Aims
Investigate risk factors for obstetric anal sphincter injury (OASI) and their incidence between 2006 and 2010 at a regional teaching hospital in Australia. Determine whether a correlation exists between a decrease in OASI rates and an increase in mediolateral episiotomies.

Materials and Methods
A retrospective observational study conducted at the Geelong Hospital, Barwon Health, Victoria, Australia. Every adequately documented vaginal birth from 2006 to 2010 in the hospital was included (N = 7314, cases of OASI = 239). Patient data were obtained from the Barwon Health Birth Outcomes System database.
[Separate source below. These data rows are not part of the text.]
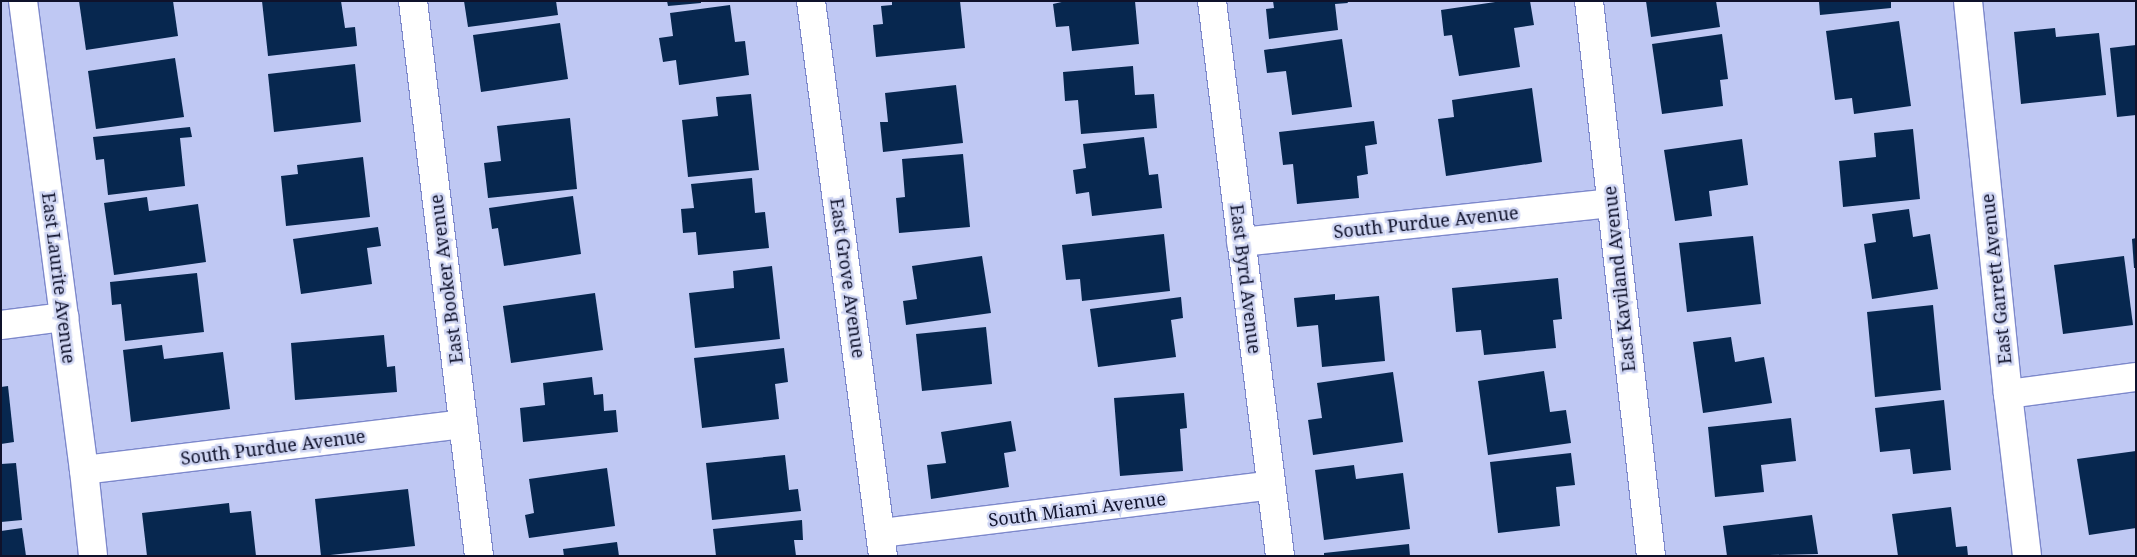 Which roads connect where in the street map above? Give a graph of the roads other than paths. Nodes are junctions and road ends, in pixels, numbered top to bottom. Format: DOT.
graph roads {
  1 [pos="23,1"];
  2 [pos="413,1"];
  3 [pos="812,1"];
  4 [pos="1212,1"];
  5 [pos="1590,1"];
  6 [pos="1968,1"];
  7 [pos="1611,203"];
  8 [pos="1241,242"];
  9 [pos="64,317"];
  10 [pos="1,325"];
  11 [pos="2136,377"];
  12 [pos="2008,394"];
  13 [pos="463,424"];
  14 [pos="84,470"];
  15 [pos="1271,485"];
  16 [pos="883,544"];
  17 [pos="93,556"];
  18 [pos="479,556"];
  19 [pos="1280,556"];
  20 [pos="1651,556"];
  21 [pos="2027,556"];
  1 -- 9 [label="street, East Laurite Avenue"];
  2 -- 13 [label="street, East Booker Avenue"];
  3 -- 16 [label="street, East Grove Avenue"];
  4 -- 8 [label="street, East Byrd Avenue"];
  5 -- 7 [label="street, East Kaviland Avenue"];
  6 -- 12 [label="street, East Garrett Avenue"];
  7 -- 8 [label="street, South Purdue Avenue"];
  7 -- 20 [label="street, East Kaviland Avenue"];
  8 -- 15 [label="street, East Byrd Avenue"];
  9 -- 10 [label="street"];
  9 -- 14 [label="street, East Laurite Avenue"];
  11 -- 12 [label="street"];
  12 -- 21 [label="street, East Garrett Avenue"];
  13 -- 14 [label="street, South Purdue Avenue"];
  13 -- 18 [label="street, East Booker Avenue"];
  14 -- 17 [label="street, East Laurite Avenue"];
  15 -- 16 [label="street, South Miami Avenue"];
  15 -- 19 [label="street, East Byrd Avenue"];
} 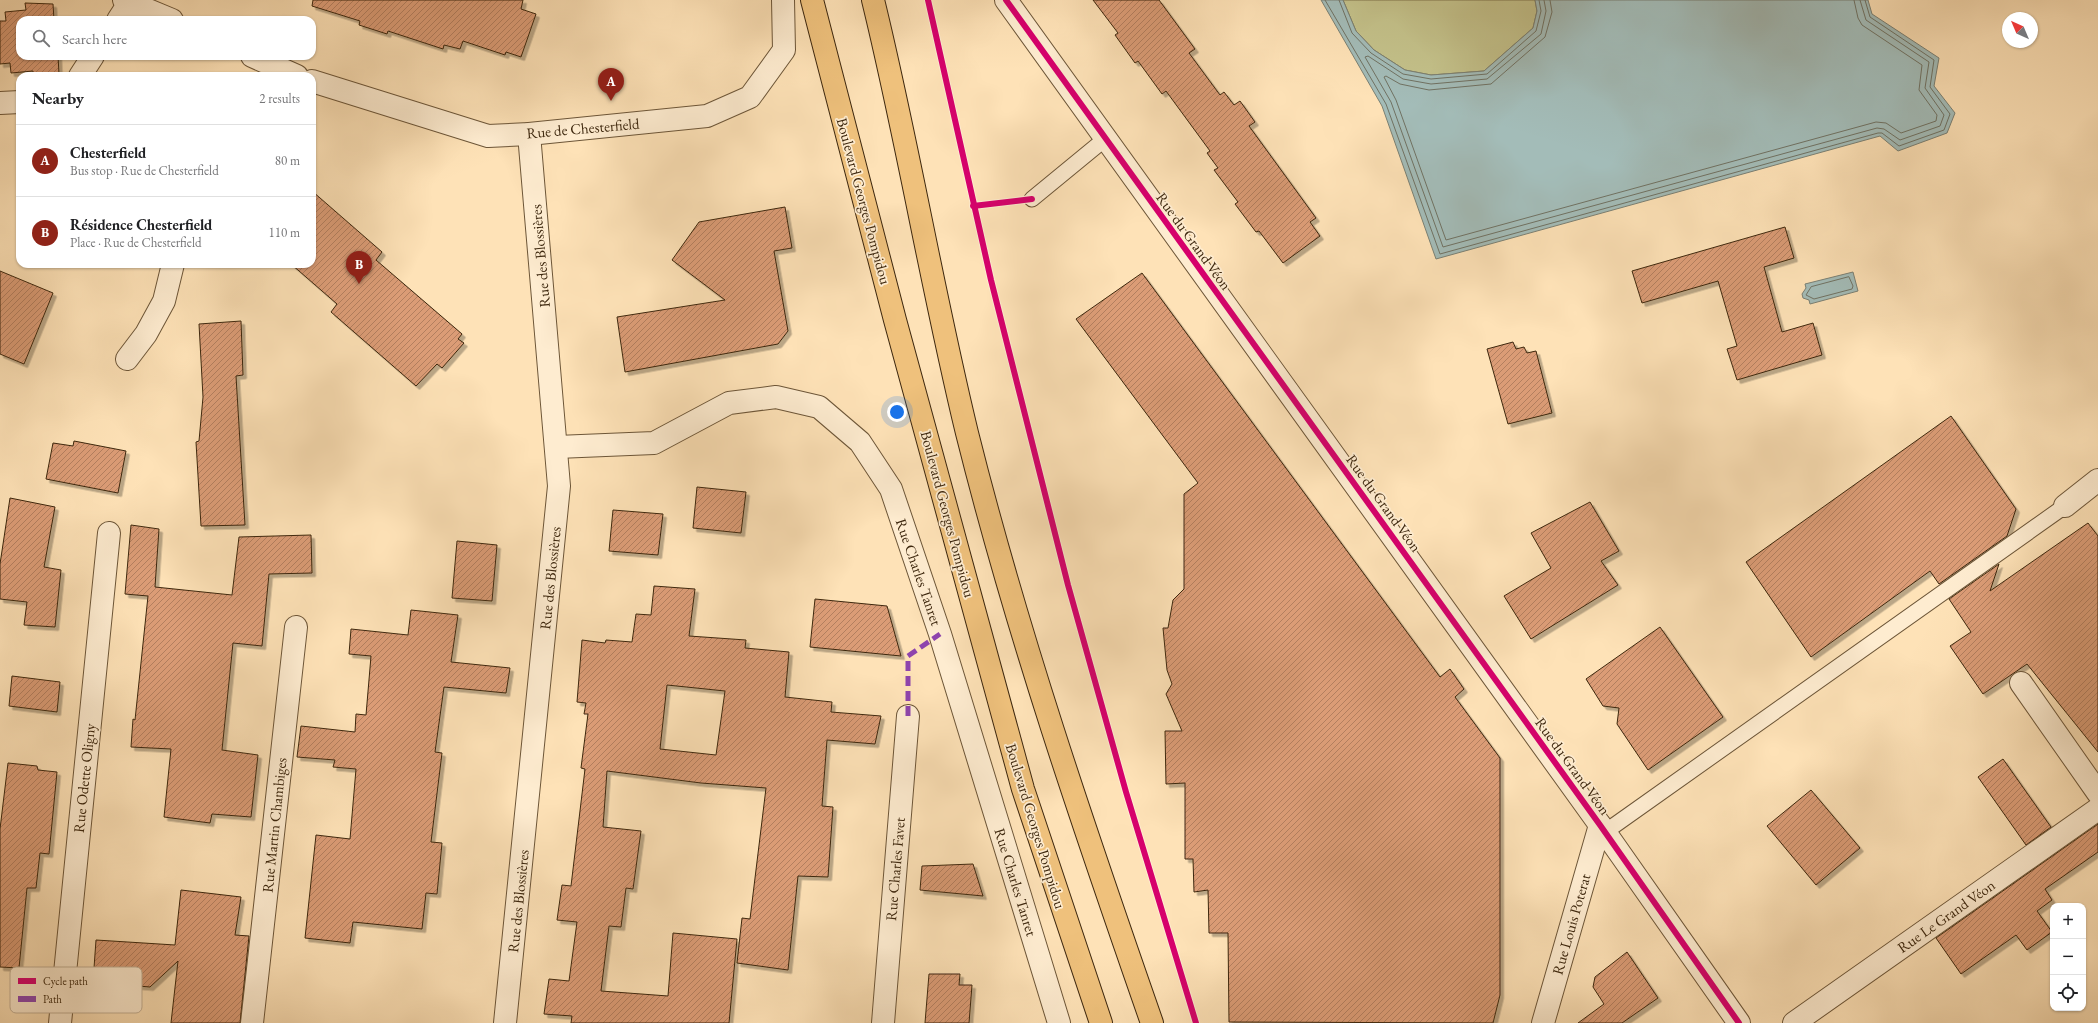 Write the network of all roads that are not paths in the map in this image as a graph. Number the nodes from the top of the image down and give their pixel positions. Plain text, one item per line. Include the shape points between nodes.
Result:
1 (128, 0) edge
2 (783, 0) edge
3 (812, 0) edge
4 (873, 0) edge
5 (1006, 0) edge
6 (120, 16) edge
7 (163, 16) edge
8 (90, 60) edge
9 (261, 60) edge
10 (83, 72) edge
11 (288, 72) edge
12 (316, 82) edge
13 (16, 102) edge
14 (0, 103) edge
15 (529, 134) junction
16 (1105, 139) junction
17 (1032, 198) dead end
18 (172, 268) edge
19 (127, 359) dead end
20 (557, 446) junction
21 (2098, 480) edge
22 (2065, 506) joint
23 (109, 533) dead end
24 (296, 628) dead end
25 (2021, 683) dead end
26 (908, 716) dead end
27 (2098, 793) edge
28 (2098, 808) edge
29 (1603, 829) junction
30 (66, 967) edge
31 (61, 1013) edge
32 (60, 1023) edge
33 (252, 1023) edge
34 (505, 1023) edge
35 (883, 1023) edge
36 (1059, 1023) edge
37 (1101, 1023) edge
38 (1152, 1023) edge
39 (1543, 1023) edge
40 (1739, 1023) edge
41 (1794, 1023) edge

1 - 6 street
1 - 7 street
2 - 15 street, Rue de Chesterfield via 784,50 750,98 707,116
3 - 37 main road, Boulevard Georges Pompidou via 895,320 1023,788
4 - 38 main road via 897,98 931,272 967,432 1010,596 1069,786
5 - 16 street, Rue du Grand Véon
8 - 10 street
9 - 11 street
12 - 15 street, Rue de Chesterfield via 488,136
13 - 14 street
15 - 20 street, Rue des Blossières
16 - 17 lane
16 - 29 street, Rue du Grand Véon
18 - 19 street via 164,302 146,334
20 - 34 street, Rue des Blossières via 559,486
20 - 36 street, Rue Charles Tanret via 654,443 729,403 776,397 819,407 860,442 891,488 940,634
21 - 22 street
22 - 29 lane
23 - 30 street, Rue Odette Oligny
24 - 33 street, Rue Martin Chambiges
25 - 27 street
26 - 35 street, Rue Charles Favet
28 - 41 street, Rue Le Grand Véon
29 - 39 street, Rue Louis Poterat
29 - 40 street, Rue du Grand Véon
31 - 32 street, Rue Odette Oligny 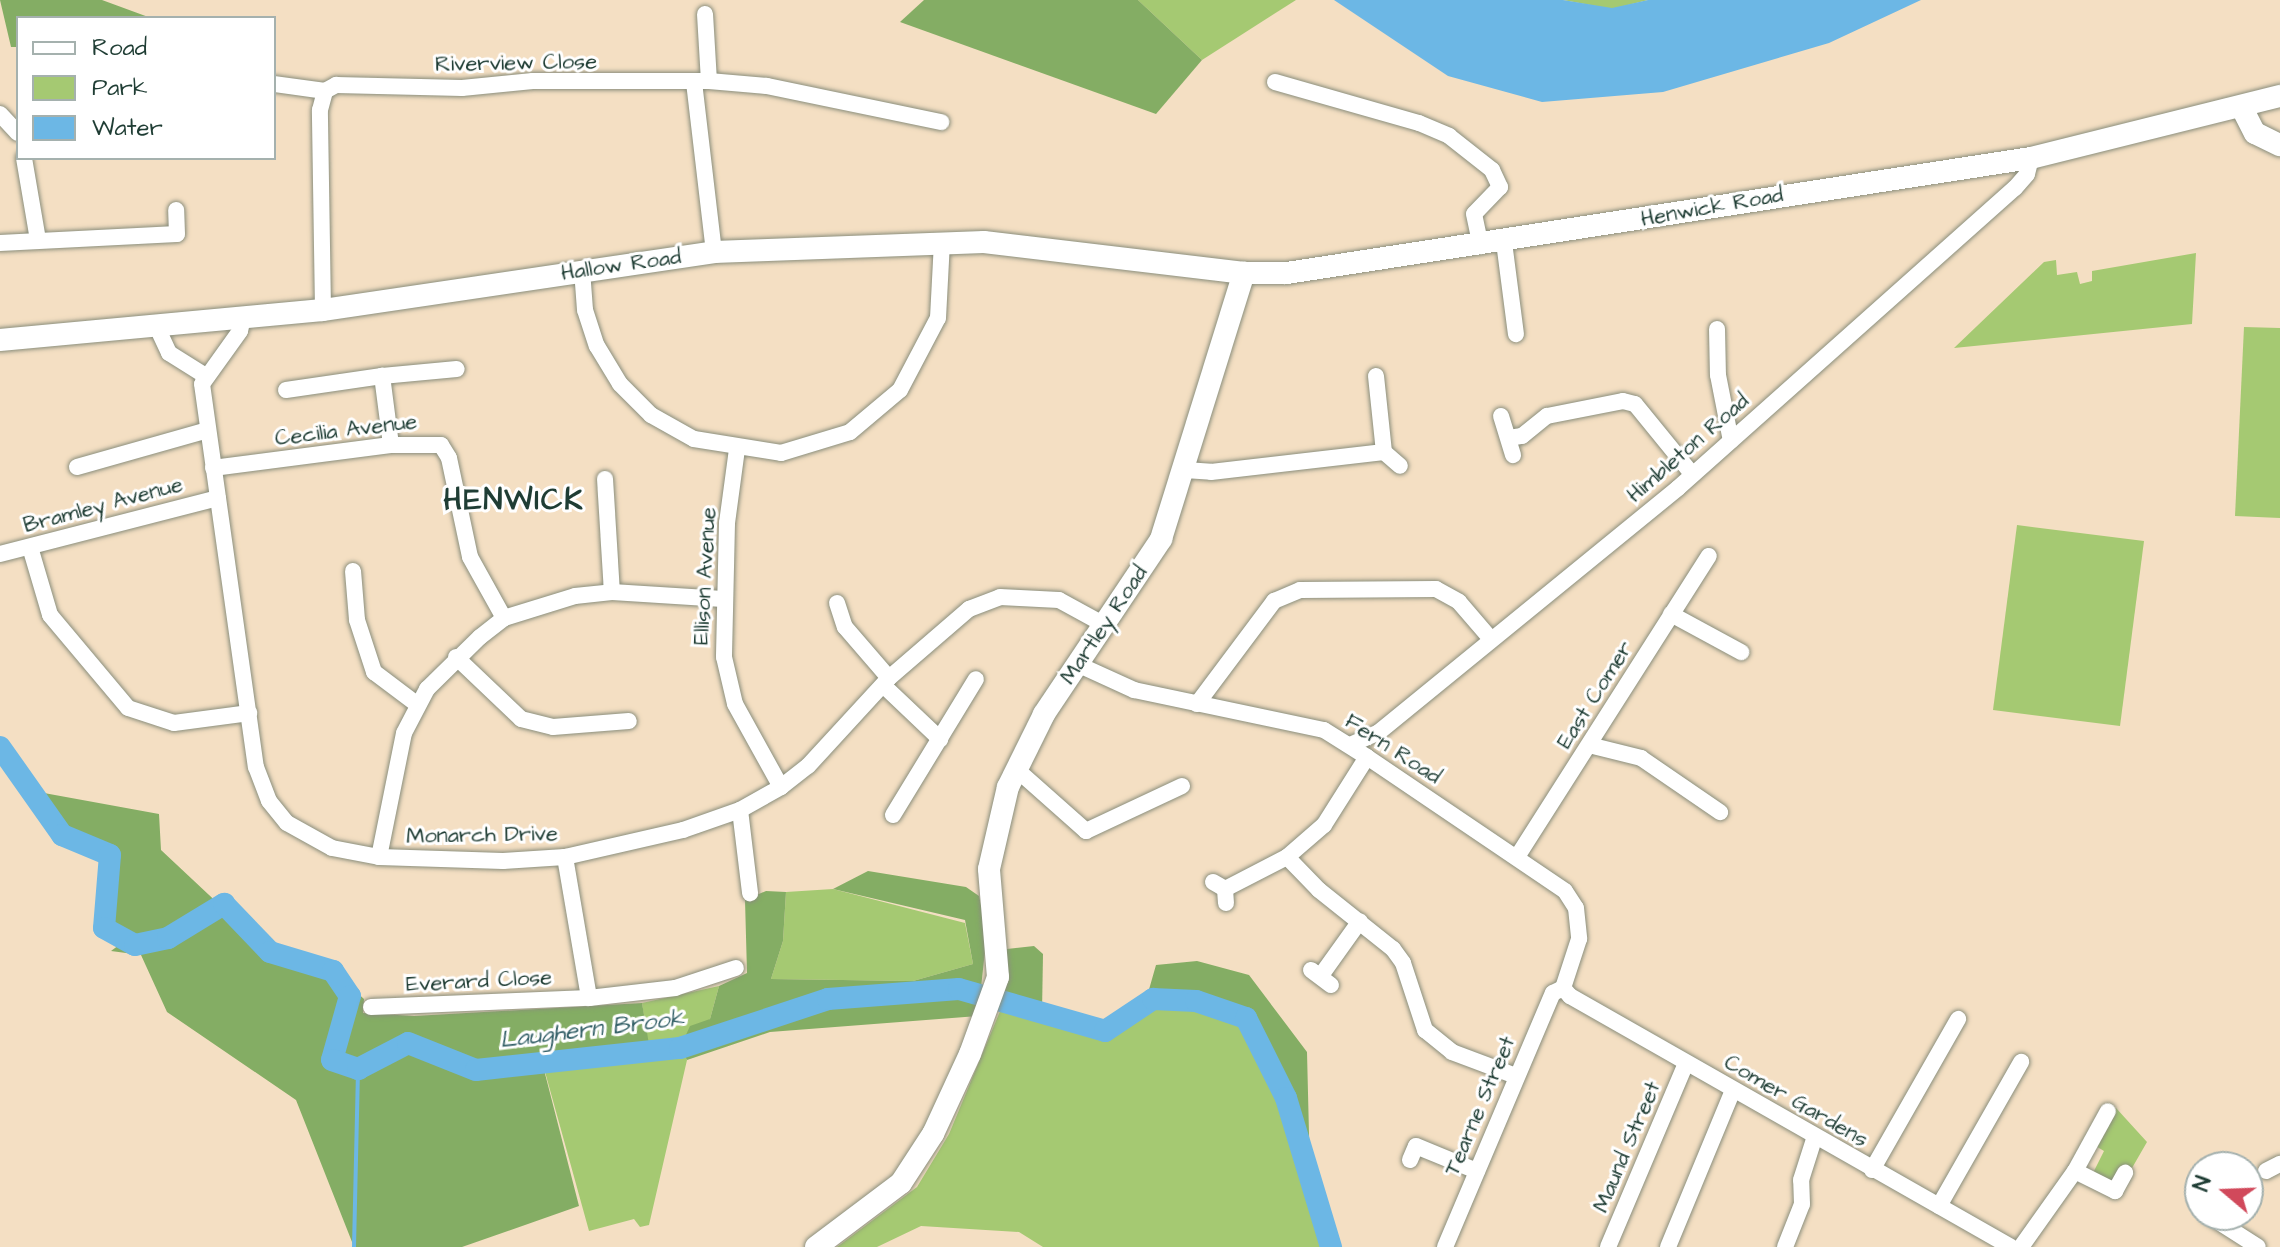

Multinomial logistic regression, Pearson’s correlation coefficient and relative risk calculations were used for analysis.

Results
Risk factors for OASI include nulliparity (OR 2.64, 95% CI 1.95–3.57, P < 0.01), instrumental delivery (OR 2.54, 95% CI 1.82–3.55, P < 0.01) and birth weight greater than 4 kg (OR 1.56, 95% CI 1.11–2.19, P = 0.01). There was a significant correlation between increasing mediolateral episiotomy use from 12.56% to 20.10% and a reduction in OASI rates over the 5‐year period (Pearson's correlation coefficient: −0.94, P = 0.02). The correlation remained when analysing normal vaginal births in isolation from instrumental (Pearson's correlation coefficient: −0.89, P = 0.04). Conclusions Clear risk factors for OASI include nulliparity, macrosomia and instrumental delivery. There was a significant correlation between increasing mediolateral episiotomy rates from 12.56% to 20.10% and decreasing OASI.